La idea hasta aquí es haber despertado la conciencia a la realidad de que no eres dueño de tu destino eterno. No es algo que puedas manejar a tu antojo o según tu sentido común. Hay quien es tu Creador y es Él quien determina tu eternidad en el infierno o en el paraíso. ¿Cómo lo hace entonces? Aquí entramos a lo más importante que quiero decirte: lo hace a través de Jesucristo.

 Jua 3:36 RV1960 (T)  El que cree en el Hijo tiene vida eterna; pero el que rehúsa creer en el Hijo no verá la vida, sino que la ira de Dios está sobre él.

 Jua 5:24 TLA  »Les aseguro que todo el que preste atención a lo que digo, y crea en Dios, que fue quien me envió, tendrá vida eterna. Aunque antes haya vivido alejado de Dios, ya no será condenado, pues habrá recibido la vida eterna.

 CONCLUSIÓN

¿Quién es el barro para decidir en que se convertirá?¿Quién es el hombre para decidir si habrá o no eternidad?¿Quién es para hablar de purgatorio, de reencarnación o de nirvana? ¿Quién es el hombre para declararse digno del paraíso?

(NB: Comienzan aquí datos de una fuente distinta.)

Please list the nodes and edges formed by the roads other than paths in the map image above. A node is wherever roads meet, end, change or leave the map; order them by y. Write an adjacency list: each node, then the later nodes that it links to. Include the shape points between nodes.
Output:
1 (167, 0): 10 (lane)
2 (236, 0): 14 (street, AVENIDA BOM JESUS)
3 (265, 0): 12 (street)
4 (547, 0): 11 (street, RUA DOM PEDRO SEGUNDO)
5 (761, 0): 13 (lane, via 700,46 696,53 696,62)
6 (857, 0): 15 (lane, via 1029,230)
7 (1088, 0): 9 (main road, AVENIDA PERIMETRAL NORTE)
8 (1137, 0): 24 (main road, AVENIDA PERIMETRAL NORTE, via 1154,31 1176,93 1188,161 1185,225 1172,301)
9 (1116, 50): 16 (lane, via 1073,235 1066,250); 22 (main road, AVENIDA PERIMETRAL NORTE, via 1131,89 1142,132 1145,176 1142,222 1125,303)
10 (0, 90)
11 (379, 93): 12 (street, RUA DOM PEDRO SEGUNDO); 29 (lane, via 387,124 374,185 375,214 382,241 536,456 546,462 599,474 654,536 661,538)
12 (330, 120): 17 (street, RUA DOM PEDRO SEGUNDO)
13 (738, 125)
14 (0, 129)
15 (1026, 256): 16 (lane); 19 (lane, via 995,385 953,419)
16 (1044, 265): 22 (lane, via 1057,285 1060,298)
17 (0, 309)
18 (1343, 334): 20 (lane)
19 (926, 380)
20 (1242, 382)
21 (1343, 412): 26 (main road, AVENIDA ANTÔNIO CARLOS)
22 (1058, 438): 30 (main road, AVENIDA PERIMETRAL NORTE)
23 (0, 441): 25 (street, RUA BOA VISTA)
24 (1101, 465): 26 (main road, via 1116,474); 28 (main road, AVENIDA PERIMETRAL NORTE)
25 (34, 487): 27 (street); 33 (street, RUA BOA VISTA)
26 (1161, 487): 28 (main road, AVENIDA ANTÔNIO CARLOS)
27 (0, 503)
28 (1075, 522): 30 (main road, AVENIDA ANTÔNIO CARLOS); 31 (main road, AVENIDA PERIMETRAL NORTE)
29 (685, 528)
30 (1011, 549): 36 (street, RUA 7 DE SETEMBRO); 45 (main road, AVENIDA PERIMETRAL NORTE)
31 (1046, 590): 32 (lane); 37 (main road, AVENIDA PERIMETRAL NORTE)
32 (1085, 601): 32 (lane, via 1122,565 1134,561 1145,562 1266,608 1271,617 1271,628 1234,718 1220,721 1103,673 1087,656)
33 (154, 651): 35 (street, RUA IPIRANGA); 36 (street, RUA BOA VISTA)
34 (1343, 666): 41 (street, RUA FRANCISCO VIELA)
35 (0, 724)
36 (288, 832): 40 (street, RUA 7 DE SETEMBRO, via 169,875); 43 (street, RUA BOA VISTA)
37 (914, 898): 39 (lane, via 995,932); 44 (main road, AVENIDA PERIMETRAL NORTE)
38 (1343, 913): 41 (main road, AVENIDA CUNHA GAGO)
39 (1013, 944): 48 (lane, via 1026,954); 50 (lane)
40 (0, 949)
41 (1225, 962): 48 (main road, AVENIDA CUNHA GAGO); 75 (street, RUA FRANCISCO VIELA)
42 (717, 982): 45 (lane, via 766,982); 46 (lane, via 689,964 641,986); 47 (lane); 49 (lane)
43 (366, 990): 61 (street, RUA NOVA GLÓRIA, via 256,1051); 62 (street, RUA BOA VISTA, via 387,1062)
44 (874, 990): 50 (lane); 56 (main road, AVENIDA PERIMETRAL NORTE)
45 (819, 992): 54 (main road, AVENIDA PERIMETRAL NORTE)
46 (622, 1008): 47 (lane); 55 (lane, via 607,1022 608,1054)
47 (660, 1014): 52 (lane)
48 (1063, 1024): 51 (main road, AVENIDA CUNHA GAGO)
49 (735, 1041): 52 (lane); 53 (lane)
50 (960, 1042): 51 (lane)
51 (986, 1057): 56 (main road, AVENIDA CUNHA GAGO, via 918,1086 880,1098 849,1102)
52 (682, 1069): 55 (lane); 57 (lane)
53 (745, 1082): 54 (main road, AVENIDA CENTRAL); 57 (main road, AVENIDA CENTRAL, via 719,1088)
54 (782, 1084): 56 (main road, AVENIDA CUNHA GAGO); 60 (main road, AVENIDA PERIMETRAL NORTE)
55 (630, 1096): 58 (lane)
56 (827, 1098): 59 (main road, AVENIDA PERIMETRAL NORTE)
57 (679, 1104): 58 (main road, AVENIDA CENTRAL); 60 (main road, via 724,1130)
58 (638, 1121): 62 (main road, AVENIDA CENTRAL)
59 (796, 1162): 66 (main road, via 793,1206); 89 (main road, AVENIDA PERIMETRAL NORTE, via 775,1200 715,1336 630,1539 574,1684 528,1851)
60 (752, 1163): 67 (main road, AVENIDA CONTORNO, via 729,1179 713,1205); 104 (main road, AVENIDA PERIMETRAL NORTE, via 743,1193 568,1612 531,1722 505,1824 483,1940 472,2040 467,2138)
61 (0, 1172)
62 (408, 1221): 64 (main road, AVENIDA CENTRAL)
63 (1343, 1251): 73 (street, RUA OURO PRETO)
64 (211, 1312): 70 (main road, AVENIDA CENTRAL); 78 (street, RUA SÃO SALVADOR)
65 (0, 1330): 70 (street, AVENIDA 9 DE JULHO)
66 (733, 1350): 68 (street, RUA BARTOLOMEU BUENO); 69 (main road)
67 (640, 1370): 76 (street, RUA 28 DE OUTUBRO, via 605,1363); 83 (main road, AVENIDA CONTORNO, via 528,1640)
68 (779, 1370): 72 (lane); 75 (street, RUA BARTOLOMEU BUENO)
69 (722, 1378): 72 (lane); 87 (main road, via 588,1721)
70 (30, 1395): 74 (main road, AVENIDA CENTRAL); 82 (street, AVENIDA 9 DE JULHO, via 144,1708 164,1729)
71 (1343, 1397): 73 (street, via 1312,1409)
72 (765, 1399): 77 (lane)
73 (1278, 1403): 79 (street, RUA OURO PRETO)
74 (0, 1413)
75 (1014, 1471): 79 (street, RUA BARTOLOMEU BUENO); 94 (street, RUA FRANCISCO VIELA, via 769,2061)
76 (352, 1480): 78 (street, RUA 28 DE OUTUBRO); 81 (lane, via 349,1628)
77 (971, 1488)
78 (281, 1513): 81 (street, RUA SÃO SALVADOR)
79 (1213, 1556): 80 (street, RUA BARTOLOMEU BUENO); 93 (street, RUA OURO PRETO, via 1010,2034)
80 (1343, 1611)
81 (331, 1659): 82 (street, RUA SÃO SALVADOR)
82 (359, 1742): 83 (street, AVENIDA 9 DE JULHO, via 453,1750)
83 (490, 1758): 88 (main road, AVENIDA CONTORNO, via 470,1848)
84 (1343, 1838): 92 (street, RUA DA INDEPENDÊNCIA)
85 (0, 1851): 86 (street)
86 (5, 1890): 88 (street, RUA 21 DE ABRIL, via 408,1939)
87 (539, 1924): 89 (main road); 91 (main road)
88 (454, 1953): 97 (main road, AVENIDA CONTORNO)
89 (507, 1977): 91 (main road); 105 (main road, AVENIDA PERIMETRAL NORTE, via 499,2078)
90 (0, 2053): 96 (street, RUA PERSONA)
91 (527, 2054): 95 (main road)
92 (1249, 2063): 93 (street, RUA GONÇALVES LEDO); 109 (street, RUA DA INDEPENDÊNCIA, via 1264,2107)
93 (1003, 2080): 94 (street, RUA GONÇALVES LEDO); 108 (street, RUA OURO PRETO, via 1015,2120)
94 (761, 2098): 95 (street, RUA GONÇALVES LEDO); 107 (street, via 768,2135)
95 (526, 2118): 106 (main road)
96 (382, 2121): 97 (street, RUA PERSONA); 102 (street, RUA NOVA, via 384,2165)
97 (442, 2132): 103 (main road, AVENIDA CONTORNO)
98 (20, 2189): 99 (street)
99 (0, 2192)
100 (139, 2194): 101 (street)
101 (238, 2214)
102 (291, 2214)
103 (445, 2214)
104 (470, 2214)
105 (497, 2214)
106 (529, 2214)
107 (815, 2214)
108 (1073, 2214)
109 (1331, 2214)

No somos dueños de nuestro destino eterno. Como la arcilla no puede determinar en que se convertirá, tampoco la humanidad puede, por mérito propio, cambiar el destino que ella misma ha escogido desde el huerto del Edén.

 Dos destinos y nada que puedas hacer, a menos que te decidas a creer en Jesús. Jua 14:6 NVI  —Yo soy el camino, la verdad y la vida —le contestó Jesús—. Nadie llega al Padre sino por mí.